- WHAT YOU NEED TO DO
State the number of lines below in which the word "უწერას" appears. Nothing else belongs in the answer.

(DATA FOR REVIEW Opens)

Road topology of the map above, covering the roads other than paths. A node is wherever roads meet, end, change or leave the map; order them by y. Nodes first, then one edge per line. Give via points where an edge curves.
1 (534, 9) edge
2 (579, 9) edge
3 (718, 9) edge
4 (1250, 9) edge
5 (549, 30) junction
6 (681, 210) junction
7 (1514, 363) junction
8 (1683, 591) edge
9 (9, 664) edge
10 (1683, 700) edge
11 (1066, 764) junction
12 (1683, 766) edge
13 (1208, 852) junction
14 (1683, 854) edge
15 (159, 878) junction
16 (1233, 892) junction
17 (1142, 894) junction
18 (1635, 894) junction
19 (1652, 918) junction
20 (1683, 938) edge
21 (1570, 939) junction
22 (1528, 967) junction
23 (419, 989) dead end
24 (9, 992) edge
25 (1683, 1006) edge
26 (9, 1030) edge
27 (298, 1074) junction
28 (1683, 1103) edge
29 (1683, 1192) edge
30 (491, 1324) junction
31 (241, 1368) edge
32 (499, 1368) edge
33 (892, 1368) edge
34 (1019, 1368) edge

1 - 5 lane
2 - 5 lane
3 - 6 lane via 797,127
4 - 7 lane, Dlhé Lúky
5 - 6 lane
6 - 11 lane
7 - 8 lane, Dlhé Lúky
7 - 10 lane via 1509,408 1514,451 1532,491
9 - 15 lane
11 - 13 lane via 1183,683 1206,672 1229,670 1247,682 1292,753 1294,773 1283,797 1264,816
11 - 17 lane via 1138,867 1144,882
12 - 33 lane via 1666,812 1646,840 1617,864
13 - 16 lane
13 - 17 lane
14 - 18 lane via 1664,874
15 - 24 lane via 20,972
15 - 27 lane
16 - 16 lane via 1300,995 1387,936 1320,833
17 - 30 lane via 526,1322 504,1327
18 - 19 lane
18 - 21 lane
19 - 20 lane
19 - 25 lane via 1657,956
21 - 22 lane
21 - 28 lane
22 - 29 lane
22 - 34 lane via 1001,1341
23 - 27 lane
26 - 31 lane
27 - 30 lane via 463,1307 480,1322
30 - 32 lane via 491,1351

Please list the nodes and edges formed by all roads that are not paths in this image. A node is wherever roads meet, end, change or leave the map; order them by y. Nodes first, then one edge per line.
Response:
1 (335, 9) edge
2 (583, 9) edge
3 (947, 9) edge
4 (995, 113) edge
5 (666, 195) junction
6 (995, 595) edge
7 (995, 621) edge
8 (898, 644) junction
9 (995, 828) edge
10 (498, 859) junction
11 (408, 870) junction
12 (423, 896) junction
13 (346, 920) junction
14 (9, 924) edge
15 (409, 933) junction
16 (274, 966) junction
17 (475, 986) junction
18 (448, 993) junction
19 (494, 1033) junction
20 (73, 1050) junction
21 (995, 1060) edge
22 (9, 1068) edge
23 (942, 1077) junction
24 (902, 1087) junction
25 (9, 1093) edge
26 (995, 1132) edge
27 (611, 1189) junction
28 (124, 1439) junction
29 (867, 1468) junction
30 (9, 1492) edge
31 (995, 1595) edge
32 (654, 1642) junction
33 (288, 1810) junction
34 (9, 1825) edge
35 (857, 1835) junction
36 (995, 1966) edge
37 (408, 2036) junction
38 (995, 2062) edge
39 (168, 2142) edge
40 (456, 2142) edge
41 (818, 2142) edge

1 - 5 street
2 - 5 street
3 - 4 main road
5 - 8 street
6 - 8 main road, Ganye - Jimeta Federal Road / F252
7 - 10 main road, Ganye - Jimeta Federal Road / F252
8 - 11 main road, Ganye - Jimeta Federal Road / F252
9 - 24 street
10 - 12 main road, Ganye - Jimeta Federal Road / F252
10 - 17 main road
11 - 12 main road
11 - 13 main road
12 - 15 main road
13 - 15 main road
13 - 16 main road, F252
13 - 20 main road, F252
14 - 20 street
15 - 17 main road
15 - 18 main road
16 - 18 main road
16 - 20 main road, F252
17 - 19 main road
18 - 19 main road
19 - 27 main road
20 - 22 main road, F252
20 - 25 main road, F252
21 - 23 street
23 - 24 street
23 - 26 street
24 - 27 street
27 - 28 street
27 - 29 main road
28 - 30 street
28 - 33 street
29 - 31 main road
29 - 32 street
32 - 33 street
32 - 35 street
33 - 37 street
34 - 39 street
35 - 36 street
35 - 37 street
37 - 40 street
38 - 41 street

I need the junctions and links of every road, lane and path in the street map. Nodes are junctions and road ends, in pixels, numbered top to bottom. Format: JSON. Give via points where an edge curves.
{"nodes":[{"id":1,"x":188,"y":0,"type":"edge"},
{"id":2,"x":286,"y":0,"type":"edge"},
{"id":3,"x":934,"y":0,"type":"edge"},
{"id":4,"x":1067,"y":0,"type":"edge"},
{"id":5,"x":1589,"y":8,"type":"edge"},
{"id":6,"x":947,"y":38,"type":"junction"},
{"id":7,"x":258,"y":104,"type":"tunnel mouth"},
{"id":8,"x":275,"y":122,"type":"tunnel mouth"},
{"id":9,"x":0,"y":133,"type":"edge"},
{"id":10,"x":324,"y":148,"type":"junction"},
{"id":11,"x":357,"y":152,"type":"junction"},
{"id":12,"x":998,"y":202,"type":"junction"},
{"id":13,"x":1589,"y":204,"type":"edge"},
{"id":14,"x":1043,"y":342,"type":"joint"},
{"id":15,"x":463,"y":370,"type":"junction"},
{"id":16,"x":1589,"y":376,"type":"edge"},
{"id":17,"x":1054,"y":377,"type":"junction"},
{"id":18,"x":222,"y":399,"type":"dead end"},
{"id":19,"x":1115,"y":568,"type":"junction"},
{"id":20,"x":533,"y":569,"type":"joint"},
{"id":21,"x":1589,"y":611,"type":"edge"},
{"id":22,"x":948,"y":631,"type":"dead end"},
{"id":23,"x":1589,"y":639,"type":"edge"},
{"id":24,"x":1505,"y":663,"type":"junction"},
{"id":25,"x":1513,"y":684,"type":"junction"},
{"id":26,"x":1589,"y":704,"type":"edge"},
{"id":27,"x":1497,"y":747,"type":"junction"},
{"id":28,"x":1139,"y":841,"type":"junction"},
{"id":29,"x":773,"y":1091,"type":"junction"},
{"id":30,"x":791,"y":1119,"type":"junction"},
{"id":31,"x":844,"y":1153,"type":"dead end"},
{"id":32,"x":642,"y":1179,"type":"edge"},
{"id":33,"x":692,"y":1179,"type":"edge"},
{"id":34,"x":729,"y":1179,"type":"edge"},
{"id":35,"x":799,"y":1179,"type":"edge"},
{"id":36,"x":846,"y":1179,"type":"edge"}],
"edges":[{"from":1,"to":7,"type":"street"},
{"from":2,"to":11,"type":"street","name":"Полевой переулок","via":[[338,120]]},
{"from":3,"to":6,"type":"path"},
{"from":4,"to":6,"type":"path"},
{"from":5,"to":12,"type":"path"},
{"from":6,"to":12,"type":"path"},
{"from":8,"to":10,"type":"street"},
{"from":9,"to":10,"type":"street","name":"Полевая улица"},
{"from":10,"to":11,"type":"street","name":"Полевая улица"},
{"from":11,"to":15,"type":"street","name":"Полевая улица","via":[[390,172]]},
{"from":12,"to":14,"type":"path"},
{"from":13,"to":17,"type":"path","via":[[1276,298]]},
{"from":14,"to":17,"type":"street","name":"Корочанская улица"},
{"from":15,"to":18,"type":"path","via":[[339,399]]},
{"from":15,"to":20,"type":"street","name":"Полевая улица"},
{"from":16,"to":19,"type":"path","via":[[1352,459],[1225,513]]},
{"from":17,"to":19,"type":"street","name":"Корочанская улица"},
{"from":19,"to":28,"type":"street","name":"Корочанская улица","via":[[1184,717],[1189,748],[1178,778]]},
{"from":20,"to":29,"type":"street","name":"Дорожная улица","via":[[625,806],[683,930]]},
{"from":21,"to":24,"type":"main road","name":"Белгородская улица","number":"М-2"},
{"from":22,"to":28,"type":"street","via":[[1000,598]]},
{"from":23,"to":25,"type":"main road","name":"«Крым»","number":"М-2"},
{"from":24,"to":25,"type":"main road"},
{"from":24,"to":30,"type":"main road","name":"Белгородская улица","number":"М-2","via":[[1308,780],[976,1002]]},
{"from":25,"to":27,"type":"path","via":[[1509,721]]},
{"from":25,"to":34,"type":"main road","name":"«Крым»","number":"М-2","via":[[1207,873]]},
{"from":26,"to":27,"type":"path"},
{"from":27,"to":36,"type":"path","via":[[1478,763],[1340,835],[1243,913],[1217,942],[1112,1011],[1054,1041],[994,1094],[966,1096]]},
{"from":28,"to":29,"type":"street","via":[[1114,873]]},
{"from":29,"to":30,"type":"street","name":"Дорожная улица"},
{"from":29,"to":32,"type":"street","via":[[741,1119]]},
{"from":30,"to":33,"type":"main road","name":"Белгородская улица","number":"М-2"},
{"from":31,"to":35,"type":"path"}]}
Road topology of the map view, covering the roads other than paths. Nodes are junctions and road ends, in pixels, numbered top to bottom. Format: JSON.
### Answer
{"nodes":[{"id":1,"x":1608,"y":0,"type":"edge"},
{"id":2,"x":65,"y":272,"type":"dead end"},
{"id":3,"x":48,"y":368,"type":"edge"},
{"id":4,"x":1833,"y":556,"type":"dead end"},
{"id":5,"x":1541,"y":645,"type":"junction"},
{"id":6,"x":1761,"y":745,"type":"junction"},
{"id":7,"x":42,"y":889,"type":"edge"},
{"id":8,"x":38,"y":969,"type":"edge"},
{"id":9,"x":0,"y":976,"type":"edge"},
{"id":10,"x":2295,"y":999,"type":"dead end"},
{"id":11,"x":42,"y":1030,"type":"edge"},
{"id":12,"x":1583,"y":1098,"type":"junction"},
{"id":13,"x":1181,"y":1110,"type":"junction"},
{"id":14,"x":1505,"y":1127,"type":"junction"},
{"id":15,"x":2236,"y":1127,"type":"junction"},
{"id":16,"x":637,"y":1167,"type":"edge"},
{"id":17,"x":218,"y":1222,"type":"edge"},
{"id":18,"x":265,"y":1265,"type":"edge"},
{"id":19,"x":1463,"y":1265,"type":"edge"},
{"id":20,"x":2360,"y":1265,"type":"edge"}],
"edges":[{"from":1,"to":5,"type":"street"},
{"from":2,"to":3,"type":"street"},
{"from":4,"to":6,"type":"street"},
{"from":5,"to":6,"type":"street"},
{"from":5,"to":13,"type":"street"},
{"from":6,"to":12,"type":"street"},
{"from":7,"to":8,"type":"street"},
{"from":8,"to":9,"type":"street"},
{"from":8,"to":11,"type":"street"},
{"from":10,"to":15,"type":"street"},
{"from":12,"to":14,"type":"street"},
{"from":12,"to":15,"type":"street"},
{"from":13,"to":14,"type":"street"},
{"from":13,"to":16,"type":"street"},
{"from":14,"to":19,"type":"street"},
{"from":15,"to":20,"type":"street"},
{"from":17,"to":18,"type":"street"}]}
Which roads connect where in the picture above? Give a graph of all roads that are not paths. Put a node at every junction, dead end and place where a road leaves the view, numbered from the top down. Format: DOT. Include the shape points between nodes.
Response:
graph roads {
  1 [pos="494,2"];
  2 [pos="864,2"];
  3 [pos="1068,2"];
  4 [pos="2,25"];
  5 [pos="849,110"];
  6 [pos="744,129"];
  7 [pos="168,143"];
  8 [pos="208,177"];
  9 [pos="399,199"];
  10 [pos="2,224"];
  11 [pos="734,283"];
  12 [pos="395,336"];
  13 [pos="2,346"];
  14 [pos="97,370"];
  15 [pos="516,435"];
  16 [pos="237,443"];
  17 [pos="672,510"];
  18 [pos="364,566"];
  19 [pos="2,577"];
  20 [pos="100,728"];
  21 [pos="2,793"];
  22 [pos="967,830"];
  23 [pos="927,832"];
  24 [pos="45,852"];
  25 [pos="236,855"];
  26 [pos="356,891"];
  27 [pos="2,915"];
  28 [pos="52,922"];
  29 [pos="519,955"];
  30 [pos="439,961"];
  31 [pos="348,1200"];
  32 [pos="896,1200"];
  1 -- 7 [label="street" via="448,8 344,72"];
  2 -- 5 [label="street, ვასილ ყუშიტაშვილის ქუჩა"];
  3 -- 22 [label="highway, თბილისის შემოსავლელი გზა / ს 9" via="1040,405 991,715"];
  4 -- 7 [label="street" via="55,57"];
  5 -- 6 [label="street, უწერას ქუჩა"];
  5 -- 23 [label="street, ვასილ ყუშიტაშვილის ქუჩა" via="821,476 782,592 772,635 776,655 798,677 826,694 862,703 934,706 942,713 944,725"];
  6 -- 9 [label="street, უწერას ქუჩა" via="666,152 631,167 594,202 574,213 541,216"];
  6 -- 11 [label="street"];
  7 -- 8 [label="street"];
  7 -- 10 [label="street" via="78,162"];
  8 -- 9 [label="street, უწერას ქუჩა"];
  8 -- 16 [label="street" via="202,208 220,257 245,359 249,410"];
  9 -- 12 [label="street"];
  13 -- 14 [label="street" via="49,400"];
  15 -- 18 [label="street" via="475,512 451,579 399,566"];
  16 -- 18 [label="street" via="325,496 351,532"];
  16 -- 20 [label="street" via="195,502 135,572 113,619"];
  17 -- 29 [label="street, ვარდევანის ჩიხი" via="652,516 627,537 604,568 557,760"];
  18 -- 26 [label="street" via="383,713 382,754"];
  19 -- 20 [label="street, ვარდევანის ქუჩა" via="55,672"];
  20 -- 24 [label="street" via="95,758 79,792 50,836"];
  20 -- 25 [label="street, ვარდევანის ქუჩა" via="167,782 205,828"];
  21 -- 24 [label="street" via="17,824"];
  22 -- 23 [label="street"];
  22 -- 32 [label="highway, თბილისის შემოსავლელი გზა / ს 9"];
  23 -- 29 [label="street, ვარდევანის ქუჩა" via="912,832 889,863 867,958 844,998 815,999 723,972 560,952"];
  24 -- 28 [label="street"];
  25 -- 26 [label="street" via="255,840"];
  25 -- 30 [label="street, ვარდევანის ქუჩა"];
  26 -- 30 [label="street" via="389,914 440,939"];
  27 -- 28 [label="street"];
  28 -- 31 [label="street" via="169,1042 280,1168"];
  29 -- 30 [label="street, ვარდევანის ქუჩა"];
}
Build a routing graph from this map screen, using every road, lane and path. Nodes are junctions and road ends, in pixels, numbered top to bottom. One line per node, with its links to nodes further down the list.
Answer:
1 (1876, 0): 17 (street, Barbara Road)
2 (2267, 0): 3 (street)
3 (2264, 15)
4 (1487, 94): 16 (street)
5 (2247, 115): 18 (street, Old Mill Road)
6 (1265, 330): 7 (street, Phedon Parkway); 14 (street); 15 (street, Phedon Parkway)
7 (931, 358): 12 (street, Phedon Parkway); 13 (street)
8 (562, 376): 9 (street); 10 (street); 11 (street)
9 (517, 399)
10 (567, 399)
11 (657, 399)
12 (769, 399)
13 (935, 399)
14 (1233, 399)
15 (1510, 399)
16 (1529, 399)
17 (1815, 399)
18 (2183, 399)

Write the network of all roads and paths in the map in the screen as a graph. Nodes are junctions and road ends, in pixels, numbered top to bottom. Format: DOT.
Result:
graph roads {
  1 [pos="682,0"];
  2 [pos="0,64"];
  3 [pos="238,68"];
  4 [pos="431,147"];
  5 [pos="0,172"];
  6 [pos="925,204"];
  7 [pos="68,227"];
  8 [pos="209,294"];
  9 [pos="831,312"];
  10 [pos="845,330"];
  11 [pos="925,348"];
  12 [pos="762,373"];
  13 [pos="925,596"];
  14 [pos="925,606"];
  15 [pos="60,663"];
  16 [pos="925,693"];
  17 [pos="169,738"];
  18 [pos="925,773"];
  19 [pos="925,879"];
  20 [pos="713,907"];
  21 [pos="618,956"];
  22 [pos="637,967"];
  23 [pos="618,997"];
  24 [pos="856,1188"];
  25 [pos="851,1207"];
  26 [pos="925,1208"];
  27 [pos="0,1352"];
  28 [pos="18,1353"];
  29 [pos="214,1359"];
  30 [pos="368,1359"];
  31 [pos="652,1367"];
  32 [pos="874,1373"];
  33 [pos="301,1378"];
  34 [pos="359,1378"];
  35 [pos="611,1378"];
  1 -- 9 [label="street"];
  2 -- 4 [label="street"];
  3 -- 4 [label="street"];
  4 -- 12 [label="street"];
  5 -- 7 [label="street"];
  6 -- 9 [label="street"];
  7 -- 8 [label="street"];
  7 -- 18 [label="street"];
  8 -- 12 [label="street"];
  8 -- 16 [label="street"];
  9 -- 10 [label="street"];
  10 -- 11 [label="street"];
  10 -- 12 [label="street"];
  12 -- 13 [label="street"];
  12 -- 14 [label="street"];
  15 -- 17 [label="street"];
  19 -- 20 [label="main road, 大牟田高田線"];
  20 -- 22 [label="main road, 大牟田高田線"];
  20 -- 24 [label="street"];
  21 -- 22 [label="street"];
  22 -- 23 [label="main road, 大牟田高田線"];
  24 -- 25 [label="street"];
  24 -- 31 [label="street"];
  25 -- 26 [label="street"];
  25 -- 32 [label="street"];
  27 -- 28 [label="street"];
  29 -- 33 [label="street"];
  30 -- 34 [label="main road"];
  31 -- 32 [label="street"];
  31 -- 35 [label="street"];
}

(DATA FOR REVIEW Closes)

- ANSWER AREA
3